◆ DATASET ENTRIES ◆
☆ ☆ ☆ ☆
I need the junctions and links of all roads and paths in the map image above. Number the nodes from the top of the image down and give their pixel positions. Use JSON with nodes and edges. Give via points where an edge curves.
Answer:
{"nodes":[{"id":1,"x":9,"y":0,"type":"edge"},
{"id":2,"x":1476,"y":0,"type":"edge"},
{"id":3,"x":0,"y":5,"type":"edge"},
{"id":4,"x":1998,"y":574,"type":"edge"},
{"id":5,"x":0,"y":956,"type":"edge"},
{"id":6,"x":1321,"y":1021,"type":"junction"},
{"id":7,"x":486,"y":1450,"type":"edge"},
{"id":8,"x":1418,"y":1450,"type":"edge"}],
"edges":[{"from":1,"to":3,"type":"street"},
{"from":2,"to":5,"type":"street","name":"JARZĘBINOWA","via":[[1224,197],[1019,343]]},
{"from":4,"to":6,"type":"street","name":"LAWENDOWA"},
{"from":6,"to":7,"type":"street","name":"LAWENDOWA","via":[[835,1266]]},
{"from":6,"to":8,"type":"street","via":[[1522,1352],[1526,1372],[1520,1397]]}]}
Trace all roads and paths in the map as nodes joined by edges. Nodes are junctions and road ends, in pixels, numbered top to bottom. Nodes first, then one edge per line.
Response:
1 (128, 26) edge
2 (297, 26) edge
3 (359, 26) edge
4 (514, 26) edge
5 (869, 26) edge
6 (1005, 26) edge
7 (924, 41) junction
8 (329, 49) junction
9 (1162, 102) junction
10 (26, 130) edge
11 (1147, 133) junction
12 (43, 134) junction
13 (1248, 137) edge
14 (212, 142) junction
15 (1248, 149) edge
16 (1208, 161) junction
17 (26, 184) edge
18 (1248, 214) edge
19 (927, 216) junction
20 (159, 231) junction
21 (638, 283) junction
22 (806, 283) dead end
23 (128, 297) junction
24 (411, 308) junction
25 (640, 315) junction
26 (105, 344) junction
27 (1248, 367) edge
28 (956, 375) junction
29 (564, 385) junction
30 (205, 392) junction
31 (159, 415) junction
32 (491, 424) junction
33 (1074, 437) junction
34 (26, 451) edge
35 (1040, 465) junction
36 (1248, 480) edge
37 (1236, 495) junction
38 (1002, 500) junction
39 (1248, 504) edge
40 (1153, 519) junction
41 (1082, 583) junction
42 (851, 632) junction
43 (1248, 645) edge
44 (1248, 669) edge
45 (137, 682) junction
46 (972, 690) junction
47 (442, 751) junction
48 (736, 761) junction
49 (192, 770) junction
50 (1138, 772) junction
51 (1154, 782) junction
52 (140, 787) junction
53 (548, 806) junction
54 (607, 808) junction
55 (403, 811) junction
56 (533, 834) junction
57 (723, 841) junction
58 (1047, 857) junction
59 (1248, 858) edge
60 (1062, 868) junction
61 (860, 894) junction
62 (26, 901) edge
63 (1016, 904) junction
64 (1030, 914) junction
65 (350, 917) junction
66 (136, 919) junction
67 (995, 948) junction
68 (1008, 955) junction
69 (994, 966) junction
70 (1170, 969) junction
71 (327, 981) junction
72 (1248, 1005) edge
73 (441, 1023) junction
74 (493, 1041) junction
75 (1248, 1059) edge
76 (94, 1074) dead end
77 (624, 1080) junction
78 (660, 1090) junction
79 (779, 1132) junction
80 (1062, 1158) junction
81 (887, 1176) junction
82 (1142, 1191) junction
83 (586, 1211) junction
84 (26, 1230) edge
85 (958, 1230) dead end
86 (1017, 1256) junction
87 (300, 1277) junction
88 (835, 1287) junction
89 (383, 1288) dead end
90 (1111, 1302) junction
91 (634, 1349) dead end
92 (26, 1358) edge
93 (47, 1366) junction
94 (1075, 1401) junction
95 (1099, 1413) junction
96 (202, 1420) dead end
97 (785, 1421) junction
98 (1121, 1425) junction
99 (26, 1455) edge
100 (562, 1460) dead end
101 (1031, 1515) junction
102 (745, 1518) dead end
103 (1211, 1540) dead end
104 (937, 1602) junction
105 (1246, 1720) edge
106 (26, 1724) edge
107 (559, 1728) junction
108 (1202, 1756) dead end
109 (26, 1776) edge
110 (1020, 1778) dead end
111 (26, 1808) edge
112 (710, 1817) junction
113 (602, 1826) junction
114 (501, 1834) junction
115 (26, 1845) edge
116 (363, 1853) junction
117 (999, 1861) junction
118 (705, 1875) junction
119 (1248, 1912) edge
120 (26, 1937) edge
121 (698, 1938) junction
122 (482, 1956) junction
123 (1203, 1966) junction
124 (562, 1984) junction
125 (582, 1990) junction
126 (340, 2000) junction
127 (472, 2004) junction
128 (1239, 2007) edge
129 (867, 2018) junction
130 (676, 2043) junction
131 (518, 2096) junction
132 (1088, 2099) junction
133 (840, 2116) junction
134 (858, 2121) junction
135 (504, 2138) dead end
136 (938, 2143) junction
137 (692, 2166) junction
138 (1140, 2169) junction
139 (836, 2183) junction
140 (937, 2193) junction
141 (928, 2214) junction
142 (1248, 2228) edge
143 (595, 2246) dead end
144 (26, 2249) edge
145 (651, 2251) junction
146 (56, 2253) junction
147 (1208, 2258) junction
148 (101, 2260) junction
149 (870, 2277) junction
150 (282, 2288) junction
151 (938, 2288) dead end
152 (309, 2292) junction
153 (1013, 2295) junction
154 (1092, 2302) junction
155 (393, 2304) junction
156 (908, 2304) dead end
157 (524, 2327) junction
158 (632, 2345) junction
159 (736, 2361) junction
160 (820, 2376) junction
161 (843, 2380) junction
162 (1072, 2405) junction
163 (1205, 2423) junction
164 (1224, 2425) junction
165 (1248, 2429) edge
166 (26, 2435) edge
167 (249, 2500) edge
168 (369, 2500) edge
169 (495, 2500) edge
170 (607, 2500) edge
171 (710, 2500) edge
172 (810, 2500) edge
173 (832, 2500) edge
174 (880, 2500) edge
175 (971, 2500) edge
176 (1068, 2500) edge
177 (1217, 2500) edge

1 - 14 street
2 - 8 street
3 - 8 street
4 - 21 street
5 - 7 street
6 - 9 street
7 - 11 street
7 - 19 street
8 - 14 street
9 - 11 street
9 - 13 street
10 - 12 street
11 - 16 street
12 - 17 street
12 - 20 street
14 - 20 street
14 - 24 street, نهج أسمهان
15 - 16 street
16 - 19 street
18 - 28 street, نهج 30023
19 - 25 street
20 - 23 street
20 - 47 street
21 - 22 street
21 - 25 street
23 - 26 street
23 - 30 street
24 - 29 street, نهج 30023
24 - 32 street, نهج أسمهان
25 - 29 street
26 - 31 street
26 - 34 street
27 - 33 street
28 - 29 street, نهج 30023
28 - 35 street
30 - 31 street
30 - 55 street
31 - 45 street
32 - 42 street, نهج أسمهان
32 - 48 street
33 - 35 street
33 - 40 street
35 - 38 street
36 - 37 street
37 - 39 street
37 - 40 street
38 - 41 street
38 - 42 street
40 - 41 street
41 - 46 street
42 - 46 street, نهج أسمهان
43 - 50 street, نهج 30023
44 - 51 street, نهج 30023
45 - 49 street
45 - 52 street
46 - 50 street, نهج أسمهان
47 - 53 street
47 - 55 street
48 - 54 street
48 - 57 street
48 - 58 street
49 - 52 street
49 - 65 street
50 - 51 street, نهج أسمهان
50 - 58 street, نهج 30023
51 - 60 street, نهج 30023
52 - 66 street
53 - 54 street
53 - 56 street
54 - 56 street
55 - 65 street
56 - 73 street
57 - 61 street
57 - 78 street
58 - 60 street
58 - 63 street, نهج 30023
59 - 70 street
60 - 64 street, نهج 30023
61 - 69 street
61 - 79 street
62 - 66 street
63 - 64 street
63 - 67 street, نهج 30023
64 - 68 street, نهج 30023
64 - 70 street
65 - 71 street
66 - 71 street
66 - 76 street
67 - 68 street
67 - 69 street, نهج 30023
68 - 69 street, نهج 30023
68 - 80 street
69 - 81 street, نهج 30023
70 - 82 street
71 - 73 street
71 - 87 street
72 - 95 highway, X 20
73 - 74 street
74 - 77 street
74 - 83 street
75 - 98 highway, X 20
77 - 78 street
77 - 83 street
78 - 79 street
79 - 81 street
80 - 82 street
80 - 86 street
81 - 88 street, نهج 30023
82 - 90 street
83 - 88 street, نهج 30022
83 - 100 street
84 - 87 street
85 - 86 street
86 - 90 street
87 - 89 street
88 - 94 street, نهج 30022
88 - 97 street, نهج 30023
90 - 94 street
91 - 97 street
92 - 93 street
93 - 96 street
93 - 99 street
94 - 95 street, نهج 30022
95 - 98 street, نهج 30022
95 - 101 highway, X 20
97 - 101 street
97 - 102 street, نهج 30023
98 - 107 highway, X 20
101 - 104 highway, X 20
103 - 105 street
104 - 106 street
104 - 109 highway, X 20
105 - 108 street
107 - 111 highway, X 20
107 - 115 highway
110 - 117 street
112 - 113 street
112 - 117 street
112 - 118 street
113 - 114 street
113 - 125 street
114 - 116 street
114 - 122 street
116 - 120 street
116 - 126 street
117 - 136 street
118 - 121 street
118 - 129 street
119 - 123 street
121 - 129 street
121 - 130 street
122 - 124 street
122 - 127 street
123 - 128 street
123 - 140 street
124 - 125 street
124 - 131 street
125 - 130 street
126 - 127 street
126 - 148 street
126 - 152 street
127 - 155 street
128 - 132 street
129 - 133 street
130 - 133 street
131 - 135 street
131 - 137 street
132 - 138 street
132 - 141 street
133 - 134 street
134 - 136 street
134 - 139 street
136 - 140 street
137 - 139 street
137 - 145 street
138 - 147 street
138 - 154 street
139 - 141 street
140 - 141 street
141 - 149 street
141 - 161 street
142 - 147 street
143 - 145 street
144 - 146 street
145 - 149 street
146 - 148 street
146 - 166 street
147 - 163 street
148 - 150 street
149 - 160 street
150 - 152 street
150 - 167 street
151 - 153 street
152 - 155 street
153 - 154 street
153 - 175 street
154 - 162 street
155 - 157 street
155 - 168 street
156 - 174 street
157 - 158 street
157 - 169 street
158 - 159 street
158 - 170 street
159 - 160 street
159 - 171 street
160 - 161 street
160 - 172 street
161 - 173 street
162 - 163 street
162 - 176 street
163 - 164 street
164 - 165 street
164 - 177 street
☆ ☆ ☆ ☆
◆ TASK DESCRIPTION ◆
Begin at the first line of the entries above and copy every line exactly, ending with the line that contains "Trace all roads".

◆ RESPONSE AREA ◆
I need the junctions and links of all roads and paths in the map image above. Number the nodes from the top of the image down and give their pixel positions. Use JSON with nodes and edges. Give via points where an edge curves.
Answer:
{"nodes":[{"id":1,"x":9,"y":0,"type":"edge"},
{"id":2,"x":1476,"y":0,"type":"edge"},
{"id":3,"x":0,"y":5,"type":"edge"},
{"id":4,"x":1998,"y":574,"type":"edge"},
{"id":5,"x":0,"y":956,"type":"edge"},
{"id":6,"x":1321,"y":1021,"type":"junction"},
{"id":7,"x":486,"y":1450,"type":"edge"},
{"id":8,"x":1418,"y":1450,"type":"edge"}],
"edges":[{"from":1,"to":3,"type":"street"},
{"from":2,"to":5,"type":"street","name":"JARZĘBINOWA","via":[[1224,197],[1019,343]]},
{"from":4,"to":6,"type":"street","name":"LAWENDOWA"},
{"from":6,"to":7,"type":"street","name":"LAWENDOWA","via":[[835,1266]]},
{"from":6,"to":8,"type":"street","via":[[1522,1352],[1526,1372],[1520,1397]]}]}
Trace all roads and paths in the map as nodes joined by edges. Nodes are junctions and road ends, in pixels, numbered top to bottom. Nodes first, then one edge per line.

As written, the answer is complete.